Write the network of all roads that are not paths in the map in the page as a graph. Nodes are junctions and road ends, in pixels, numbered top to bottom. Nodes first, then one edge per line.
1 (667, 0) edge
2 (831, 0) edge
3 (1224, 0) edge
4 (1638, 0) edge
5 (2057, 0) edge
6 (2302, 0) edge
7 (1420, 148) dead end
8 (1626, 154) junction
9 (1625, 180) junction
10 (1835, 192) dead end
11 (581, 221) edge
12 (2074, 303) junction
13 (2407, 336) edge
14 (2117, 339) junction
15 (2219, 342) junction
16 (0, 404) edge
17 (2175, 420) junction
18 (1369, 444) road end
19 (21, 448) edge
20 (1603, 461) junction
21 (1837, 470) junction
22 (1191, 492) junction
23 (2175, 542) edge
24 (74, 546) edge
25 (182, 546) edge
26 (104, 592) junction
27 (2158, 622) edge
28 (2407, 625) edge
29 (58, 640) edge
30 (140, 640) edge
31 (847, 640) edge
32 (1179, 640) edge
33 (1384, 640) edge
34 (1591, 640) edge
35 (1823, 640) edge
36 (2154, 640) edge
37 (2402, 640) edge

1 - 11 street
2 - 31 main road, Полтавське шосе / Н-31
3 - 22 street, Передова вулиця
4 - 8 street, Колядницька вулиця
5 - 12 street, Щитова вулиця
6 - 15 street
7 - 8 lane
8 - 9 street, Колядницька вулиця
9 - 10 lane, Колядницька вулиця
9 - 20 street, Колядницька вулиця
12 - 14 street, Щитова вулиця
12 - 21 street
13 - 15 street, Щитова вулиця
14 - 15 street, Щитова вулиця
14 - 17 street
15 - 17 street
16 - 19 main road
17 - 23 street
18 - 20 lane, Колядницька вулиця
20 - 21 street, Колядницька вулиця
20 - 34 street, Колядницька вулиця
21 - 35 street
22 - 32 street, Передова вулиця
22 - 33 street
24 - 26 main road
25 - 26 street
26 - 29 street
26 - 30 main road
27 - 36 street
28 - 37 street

____________

Please return the data above in full, without altering a single line.

Write the network of all roads that are not paths in the map in the page as a graph. Nodes are junctions and road ends, in pixels, numbered top to bottom. Nodes first, then one edge per line.
1 (667, 0) edge
2 (831, 0) edge
3 (1224, 0) edge
4 (1638, 0) edge
5 (2057, 0) edge
6 (2302, 0) edge
7 (1420, 148) dead end
8 (1626, 154) junction
9 (1625, 180) junction
10 (1835, 192) dead end
11 (581, 221) edge
12 (2074, 303) junction
13 (2407, 336) edge
14 (2117, 339) junction
15 (2219, 342) junction
16 (0, 404) edge
17 (2175, 420) junction
18 (1369, 444) road end
19 (21, 448) edge
20 (1603, 461) junction
21 (1837, 470) junction
22 (1191, 492) junction
23 (2175, 542) edge
24 (74, 546) edge
25 (182, 546) edge
26 (104, 592) junction
27 (2158, 622) edge
28 (2407, 625) edge
29 (58, 640) edge
30 (140, 640) edge
31 (847, 640) edge
32 (1179, 640) edge
33 (1384, 640) edge
34 (1591, 640) edge
35 (1823, 640) edge
36 (2154, 640) edge
37 (2402, 640) edge

1 - 11 street
2 - 31 main road, Полтавське шосе / Н-31
3 - 22 street, Передова вулиця
4 - 8 street, Колядницька вулиця
5 - 12 street, Щитова вулиця
6 - 15 street
7 - 8 lane
8 - 9 street, Колядницька вулиця
9 - 10 lane, Колядницька вулиця
9 - 20 street, Колядницька вулиця
12 - 14 street, Щитова вулиця
12 - 21 street
13 - 15 street, Щитова вулиця
14 - 15 street, Щитова вулиця
14 - 17 street
15 - 17 street
16 - 19 main road
17 - 23 street
18 - 20 lane, Колядницька вулиця
20 - 21 street, Колядницька вулиця
20 - 34 street, Колядницька вулиця
21 - 35 street
22 - 32 street, Передова вулиця
22 - 33 street
24 - 26 main road
25 - 26 street
26 - 29 street
26 - 30 main road
27 - 36 street
28 - 37 street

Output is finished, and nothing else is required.